Cinnamon Knots 2 Recipe

  • 1 package dry yeast
  • 1/4 cup warm water
  • 1/2 cup sugar
  • 1/3 cup Margarine
  • 1 1/4 teaspoons salt
  • 1 cup milk (scalded)
  • 2 Eggs
  • 4 1/2 cups flour
  • 1 tablespoon Lemon Juice
  • 1 teaspoon vanilla
Dissolve yeast in warm water. Into a large mixing bowl, put sugar, margarine, salt. Pour the scalded milk over this mixture. Stir until the margarine is melted. Add eggs and beat. Add 2 cups flour and beat well. Add yeast mixture and 1 Tbs lemon juice and 1 tsp vanilla. Beat again. Add 2 1/2 cups flour and mix well. Place the dough on a well floured surface, cover and let set for about 10 minutes. Knead dough until smooth and elastic. Try not to use more than 1/2 cup flour to knead. Total flour not to exceed 5 cups. Place in a lightly greased bowl and let rise until double in bulk.
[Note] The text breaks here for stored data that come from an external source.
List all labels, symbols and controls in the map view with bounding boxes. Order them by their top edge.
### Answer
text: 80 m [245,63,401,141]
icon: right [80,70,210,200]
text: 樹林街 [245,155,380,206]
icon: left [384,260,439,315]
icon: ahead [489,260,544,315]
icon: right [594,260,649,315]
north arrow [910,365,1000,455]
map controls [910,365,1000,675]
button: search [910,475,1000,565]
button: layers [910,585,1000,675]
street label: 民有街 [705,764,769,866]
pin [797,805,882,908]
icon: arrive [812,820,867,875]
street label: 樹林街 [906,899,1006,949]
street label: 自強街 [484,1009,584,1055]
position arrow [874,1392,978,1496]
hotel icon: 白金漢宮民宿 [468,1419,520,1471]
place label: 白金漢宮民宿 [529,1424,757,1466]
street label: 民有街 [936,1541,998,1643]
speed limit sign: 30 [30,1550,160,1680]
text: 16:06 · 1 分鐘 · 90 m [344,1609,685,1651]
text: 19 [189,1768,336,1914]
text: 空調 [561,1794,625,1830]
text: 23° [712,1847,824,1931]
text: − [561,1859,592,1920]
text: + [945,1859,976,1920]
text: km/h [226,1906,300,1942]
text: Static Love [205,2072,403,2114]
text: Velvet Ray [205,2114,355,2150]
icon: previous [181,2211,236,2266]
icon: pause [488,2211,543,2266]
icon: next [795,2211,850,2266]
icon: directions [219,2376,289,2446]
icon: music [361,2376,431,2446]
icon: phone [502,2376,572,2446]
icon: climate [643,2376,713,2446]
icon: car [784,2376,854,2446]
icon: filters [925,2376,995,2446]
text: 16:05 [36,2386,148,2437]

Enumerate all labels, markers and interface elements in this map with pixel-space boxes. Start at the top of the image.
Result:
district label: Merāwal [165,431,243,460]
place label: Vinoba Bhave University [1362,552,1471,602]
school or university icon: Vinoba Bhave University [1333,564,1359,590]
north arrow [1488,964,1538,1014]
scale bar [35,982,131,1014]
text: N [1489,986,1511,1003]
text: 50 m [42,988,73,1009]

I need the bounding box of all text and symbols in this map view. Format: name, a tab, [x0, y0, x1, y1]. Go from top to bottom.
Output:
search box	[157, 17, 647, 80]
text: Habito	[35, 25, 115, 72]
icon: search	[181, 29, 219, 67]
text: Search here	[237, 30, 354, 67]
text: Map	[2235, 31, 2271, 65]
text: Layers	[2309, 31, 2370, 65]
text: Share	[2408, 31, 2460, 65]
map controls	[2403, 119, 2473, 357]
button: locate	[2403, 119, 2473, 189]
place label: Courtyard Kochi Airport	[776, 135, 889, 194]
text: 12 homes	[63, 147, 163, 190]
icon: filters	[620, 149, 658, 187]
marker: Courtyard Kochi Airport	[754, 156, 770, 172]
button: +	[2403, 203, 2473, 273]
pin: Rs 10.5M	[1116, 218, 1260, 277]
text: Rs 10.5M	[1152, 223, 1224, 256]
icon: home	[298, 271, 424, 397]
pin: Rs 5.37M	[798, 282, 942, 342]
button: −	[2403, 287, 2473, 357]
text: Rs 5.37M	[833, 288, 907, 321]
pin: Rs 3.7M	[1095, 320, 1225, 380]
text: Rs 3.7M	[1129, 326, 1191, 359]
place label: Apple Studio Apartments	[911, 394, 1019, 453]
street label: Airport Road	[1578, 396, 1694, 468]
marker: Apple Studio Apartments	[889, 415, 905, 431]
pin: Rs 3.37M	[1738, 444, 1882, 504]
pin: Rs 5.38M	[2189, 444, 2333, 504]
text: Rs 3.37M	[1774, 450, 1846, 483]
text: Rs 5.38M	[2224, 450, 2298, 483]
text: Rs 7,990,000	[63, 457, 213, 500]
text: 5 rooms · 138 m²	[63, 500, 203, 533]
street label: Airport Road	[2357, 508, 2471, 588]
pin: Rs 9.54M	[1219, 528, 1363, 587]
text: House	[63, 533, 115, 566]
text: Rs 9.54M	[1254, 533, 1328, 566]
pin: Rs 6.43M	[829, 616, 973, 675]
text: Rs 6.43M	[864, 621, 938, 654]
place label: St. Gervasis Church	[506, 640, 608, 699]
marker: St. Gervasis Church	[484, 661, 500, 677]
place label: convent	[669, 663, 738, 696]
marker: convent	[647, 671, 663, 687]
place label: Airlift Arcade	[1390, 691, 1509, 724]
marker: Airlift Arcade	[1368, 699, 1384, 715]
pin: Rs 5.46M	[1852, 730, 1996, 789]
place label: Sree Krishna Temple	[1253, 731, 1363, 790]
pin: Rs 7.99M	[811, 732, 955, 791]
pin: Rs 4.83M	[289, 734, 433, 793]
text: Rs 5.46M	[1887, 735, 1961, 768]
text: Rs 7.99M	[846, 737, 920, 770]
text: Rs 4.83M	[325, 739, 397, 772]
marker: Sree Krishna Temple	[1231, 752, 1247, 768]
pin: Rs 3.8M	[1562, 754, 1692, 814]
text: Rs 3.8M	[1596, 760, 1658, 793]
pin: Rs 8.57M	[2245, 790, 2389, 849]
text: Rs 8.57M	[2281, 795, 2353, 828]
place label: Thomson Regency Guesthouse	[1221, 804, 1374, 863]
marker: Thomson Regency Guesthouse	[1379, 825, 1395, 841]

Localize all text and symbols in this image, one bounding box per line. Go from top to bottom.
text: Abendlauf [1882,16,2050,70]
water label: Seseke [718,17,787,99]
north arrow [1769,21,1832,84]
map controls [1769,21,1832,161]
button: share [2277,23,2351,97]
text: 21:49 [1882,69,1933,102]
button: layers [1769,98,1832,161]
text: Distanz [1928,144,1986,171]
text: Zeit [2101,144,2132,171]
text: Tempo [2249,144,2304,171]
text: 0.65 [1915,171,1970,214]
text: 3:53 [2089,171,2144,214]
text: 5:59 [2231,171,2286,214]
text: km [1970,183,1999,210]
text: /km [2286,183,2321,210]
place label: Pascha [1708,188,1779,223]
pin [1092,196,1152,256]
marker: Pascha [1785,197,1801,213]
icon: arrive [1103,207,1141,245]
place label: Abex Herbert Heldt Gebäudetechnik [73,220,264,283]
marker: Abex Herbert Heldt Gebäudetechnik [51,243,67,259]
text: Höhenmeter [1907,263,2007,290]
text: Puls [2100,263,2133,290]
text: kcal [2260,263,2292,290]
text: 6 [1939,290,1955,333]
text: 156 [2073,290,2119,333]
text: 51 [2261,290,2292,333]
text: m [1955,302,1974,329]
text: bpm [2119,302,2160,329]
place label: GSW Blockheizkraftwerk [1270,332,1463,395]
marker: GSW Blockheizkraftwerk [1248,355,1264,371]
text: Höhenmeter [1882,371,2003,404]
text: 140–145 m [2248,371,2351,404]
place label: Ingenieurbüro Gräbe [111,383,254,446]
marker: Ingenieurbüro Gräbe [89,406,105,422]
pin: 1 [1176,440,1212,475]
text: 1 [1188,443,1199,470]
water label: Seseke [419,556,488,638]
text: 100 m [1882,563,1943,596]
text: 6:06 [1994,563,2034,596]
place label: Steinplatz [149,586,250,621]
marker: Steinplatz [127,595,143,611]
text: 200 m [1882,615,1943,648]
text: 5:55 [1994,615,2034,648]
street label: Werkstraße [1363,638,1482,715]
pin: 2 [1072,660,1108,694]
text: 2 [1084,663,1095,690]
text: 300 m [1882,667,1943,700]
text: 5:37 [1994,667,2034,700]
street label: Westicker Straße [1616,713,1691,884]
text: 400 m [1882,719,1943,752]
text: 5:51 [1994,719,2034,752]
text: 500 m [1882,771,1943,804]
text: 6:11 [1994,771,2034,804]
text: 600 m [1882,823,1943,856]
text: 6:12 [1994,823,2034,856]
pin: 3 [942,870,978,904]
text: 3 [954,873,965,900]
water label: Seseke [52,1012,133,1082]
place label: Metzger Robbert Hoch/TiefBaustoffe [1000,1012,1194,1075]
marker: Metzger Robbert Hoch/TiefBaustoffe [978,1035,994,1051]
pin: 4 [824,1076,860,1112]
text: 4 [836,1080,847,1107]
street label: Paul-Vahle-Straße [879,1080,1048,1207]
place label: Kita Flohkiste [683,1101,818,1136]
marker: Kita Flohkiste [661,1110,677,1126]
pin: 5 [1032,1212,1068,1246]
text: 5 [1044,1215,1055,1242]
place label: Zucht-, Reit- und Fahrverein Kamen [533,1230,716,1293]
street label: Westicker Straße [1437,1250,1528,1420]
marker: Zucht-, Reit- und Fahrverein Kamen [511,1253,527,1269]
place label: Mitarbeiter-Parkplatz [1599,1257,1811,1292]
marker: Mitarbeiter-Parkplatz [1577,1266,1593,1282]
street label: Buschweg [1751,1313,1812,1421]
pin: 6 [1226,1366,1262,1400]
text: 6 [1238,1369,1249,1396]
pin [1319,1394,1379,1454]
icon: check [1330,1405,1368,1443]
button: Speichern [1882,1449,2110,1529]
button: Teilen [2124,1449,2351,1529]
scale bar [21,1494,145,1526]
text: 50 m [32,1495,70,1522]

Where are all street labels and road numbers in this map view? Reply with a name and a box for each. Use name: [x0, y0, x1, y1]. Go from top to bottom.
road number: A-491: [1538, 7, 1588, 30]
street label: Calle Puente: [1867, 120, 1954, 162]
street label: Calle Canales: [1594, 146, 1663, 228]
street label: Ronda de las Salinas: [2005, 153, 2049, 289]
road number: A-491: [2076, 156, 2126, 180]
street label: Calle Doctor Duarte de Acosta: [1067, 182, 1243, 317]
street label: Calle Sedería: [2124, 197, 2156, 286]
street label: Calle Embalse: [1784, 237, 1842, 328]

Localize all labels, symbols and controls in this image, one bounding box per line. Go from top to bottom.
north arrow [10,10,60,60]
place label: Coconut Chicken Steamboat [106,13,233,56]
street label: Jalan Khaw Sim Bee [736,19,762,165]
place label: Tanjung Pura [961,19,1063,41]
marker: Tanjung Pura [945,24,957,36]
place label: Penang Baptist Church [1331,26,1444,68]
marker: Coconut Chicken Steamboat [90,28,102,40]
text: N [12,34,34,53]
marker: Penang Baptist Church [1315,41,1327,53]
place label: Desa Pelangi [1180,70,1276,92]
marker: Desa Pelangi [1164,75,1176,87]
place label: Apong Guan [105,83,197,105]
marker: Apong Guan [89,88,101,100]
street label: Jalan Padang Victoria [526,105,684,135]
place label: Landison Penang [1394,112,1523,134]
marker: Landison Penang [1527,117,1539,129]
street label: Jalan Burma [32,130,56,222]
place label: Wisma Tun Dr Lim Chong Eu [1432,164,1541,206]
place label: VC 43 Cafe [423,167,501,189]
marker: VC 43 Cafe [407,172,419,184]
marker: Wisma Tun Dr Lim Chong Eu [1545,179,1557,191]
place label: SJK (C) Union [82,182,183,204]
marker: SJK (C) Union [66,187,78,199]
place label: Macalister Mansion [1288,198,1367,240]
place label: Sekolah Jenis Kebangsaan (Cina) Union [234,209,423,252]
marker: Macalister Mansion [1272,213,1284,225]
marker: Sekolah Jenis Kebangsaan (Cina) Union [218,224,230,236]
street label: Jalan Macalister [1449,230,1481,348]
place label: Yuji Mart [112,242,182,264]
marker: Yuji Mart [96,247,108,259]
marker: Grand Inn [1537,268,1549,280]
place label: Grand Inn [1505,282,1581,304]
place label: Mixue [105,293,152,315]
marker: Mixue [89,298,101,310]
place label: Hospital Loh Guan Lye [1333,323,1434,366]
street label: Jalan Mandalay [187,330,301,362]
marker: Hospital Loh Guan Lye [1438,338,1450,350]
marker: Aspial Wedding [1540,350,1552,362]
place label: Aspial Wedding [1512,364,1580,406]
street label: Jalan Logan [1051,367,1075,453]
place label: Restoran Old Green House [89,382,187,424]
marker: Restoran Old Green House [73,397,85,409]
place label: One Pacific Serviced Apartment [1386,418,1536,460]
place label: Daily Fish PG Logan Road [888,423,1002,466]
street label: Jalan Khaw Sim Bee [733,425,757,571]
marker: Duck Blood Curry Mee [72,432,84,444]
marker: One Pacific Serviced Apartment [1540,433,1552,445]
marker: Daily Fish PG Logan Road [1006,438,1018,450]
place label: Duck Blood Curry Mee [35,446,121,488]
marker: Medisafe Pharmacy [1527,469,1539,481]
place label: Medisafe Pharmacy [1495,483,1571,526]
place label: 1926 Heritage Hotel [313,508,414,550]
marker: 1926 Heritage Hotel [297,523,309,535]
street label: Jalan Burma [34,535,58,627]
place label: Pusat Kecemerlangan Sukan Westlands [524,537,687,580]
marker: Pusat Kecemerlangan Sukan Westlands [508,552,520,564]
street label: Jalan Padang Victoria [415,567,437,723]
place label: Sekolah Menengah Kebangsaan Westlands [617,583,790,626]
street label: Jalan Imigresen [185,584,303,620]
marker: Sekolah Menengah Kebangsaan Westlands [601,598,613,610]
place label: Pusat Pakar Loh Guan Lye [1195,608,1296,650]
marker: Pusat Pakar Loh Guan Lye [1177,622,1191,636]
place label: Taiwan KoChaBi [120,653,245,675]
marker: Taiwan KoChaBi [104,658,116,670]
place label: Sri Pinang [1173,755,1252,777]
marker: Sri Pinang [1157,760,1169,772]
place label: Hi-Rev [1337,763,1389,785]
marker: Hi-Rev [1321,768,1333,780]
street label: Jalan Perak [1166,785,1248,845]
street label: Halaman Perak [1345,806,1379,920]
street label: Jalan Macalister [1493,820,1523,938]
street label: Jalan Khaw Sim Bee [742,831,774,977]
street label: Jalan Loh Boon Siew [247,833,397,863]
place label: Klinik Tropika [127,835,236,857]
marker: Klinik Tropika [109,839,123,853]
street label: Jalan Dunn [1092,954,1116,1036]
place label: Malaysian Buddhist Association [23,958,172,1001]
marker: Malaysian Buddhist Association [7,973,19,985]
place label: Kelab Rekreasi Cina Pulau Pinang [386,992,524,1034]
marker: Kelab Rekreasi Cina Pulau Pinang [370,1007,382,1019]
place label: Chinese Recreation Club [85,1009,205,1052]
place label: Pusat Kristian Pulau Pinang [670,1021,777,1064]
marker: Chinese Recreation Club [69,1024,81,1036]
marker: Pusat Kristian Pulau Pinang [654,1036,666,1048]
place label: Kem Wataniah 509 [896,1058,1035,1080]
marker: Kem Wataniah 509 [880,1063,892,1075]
Punch down dough and let rise again.


2 cups sugar

3-4 tsp cinnamon

2/3 cube margarine

Grease muffin pan very well (do not skimp). This is what makes the glaze. Melt margarine. Pinch off the dough the size of a small apple, pull until dough is longer than wide, dip into melted margarine, then into sugar mixture. Work the sugar in well with fingers. Dough should be 5 - 6 inches long. Tie the dough into a knot and place in muffin tins. Let rise in a warm place covered until double in size - about 40 minutes. Bake at 375° for 20 minutes.